It’s Sunday morning, and I’m reading the reports on the Malaysia Airline mass murder, and it’s beyond depressing. Imagine if it were a son or a daughter, a sister or a brother, a mom or a dad—rotting in that field. And surrounding that field are a band of mystery men, preventing recovery. And think to yourself, that these fellows are picking through your loved ones’ things—not only destroying a crime scene but possibly helping themselves to whatever’s around them.
How does this world let this happen?
Because we let it happen.
Amidst the clamoring for action and demands for investigations, a sense of helplessness permeates such rage. Without America leading the charge, the world body is headless; it’s simply a chicken squawking around the ghastly field of dismal realities. Downed planes, kidnapped girls, women stoned for adultery, 100 dead in Nigeria. Shit happens, to be sure. But we used to be the shit-kickers.
I know, I know we can’t be the world’s policeman.
But if not us, then who? The world needs a policeman, because the world is a rotten place. And if you believe in nonintervention, you better be okay with relentless suffering—because, thanks to technology, you will experience every horrifying detail. And no matter how loud you hum your favorite song, the cries of pain and sorrow will surpass it.
After seeing that one dead passenger contorted near a bed, in a room of a primitive house where the body had crashed through… you just can’t be on your merry way.
Do you think Russia takes anyone seriously these days, when the only force that galvanizes “good” seems absent in the war against “evil”? Where are we, that “shining city on a hill”? That shiny city has dimmed the lights, pretending we aren’t home.
We are now the country that votes “present,” because those hard choices might upset or incite people to do something worse. It’s not our fight, we say, about every fight. And you wonder why there are more fights.
We used to understand such risks—that small matters when confronted, as a group, can prevent bigger matters. Now we see everything as “not our business,” without taking the next step and asking, “Then whose business is it?”
So what should be done here about that field of horror in Ukraine? What should the leader of the free world do?

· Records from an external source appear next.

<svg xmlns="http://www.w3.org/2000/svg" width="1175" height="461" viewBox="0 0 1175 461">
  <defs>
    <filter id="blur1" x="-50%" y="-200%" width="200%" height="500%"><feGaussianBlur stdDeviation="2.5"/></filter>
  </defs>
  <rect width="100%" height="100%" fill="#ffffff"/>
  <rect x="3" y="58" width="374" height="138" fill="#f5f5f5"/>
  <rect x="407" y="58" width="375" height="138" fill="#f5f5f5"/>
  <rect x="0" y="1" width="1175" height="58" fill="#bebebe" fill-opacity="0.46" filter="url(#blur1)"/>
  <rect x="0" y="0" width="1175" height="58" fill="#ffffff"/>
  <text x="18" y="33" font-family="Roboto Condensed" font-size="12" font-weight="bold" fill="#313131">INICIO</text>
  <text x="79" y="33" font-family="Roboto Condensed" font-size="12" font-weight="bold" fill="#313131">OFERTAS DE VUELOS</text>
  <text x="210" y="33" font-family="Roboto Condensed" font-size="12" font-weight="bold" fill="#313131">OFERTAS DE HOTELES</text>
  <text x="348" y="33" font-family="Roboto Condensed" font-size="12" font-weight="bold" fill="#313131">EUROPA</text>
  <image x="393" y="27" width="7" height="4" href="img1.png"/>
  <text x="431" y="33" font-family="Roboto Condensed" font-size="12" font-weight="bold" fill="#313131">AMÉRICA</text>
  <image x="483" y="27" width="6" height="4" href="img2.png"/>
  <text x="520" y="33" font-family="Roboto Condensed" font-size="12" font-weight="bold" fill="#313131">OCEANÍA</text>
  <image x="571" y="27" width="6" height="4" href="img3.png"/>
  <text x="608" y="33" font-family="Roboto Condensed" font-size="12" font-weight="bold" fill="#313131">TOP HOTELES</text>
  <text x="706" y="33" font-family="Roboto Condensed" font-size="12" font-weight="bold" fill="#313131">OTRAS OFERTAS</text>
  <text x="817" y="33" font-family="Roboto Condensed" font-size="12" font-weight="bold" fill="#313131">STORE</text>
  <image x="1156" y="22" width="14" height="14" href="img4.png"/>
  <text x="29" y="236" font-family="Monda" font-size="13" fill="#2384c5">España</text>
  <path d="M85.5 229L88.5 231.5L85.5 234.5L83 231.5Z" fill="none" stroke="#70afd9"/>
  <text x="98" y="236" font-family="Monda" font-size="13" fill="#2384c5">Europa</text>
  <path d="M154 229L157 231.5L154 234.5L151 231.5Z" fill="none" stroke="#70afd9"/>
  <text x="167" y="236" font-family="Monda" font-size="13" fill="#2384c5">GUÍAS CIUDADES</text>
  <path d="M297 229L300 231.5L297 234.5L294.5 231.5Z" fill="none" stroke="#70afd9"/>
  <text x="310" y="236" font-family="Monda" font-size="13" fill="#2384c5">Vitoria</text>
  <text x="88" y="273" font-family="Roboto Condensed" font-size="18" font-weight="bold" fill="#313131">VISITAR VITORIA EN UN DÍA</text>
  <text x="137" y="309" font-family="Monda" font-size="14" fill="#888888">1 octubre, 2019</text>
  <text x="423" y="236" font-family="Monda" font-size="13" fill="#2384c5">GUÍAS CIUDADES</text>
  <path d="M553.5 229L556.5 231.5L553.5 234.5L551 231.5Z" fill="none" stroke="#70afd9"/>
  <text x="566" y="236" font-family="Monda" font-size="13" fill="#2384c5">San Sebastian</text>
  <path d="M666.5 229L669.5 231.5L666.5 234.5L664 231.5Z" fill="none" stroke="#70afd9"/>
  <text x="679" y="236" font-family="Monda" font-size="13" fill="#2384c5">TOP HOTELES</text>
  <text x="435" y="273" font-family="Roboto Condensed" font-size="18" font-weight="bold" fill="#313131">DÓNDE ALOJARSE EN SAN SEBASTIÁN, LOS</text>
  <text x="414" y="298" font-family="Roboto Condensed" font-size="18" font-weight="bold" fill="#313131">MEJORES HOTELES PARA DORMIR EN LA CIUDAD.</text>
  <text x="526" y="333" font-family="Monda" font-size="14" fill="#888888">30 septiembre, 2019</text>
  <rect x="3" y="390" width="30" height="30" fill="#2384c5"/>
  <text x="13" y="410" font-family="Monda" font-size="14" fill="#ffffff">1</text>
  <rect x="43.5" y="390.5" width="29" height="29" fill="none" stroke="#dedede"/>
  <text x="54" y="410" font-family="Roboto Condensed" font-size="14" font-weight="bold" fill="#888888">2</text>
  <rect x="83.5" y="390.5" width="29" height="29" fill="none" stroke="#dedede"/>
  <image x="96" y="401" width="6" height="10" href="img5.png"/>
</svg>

That field is no longer a war zone. It is an international crime scene, and we must lead the way, immediately, to secure it. And save the evidence, and seek justice. If Putin sees this as troubling, then it is up to him to make the “hard choices,” lend a hand—or back off and vote “present.”
Here’s a plan: 12 nations had victims on that plane. Those nations must be assembled together into a force of investigators, by the United States, who are pretty good at this kind of thing. That crew must go to the site, asap.
Of course, we must demand a cease fire, and all “bystanders” currently in control (or rather, standing in the way), must go. It’s not up to Russia; it’s up to the Dutch, the Malaysians, the US, Australia, etc. The sooner we stop the movement of wreckage, evidence and bodies, the better. We must comb the area and track down all witnesses, if they haven’t already been terrified into silence.
We need those black boxes and must fly their manufacturers in to determine whether they’ve been tampered with (once we retrieve them). If the boxes are gone, then an investigation must determine where they went. And if they’re in Moscow, those boxes must come back—or become the costliest of Putin’s possessions. According to the latest reports, the rebels claim they’ll be handing these boxes over, but it would be foolish at this point to believe it.
(By the way, I’m eagerly anticipating heroic whistleblower Edward Snowden’s take on last week’s events regarding his new home.)
Of course, I understand we are not up against a normal nation. The crime took place in a troubled region and, likely, is an unintentional consequence of that mess. But saying “oops” or pointing fingers ain’t gunna cut it.
But the world won’t act, and Russia won’t listen—unless America acts. The world doesn’t move, unless we rouse it. They’re all looking at us, that clumsy goliath that always gets in people’s business.
That’s why we are necessary; we are the only force that can get into people’s business.
If the world were a classroom, America is the star quarterback who’s also the 4.0 class president. He’s not the back-row stoner riding an endless case of senioritis. He’s the kid who gets others involved, by going first. Always going first.
If you want to prevent a fight, you show up with your mates. Strength in numbers, as the saying goes. We’re the only country who can get everyone together, and put on the same jackets, and show up in that alley, ready to do what’s necessary. Which is whatever it takes to guarantee respect for the dead and justice for their families.
But if we don’t get up early, make the calls, and show up, no one else will. And what you’re left with is a field of death, whose stench might never reach your nostrils. Until it does.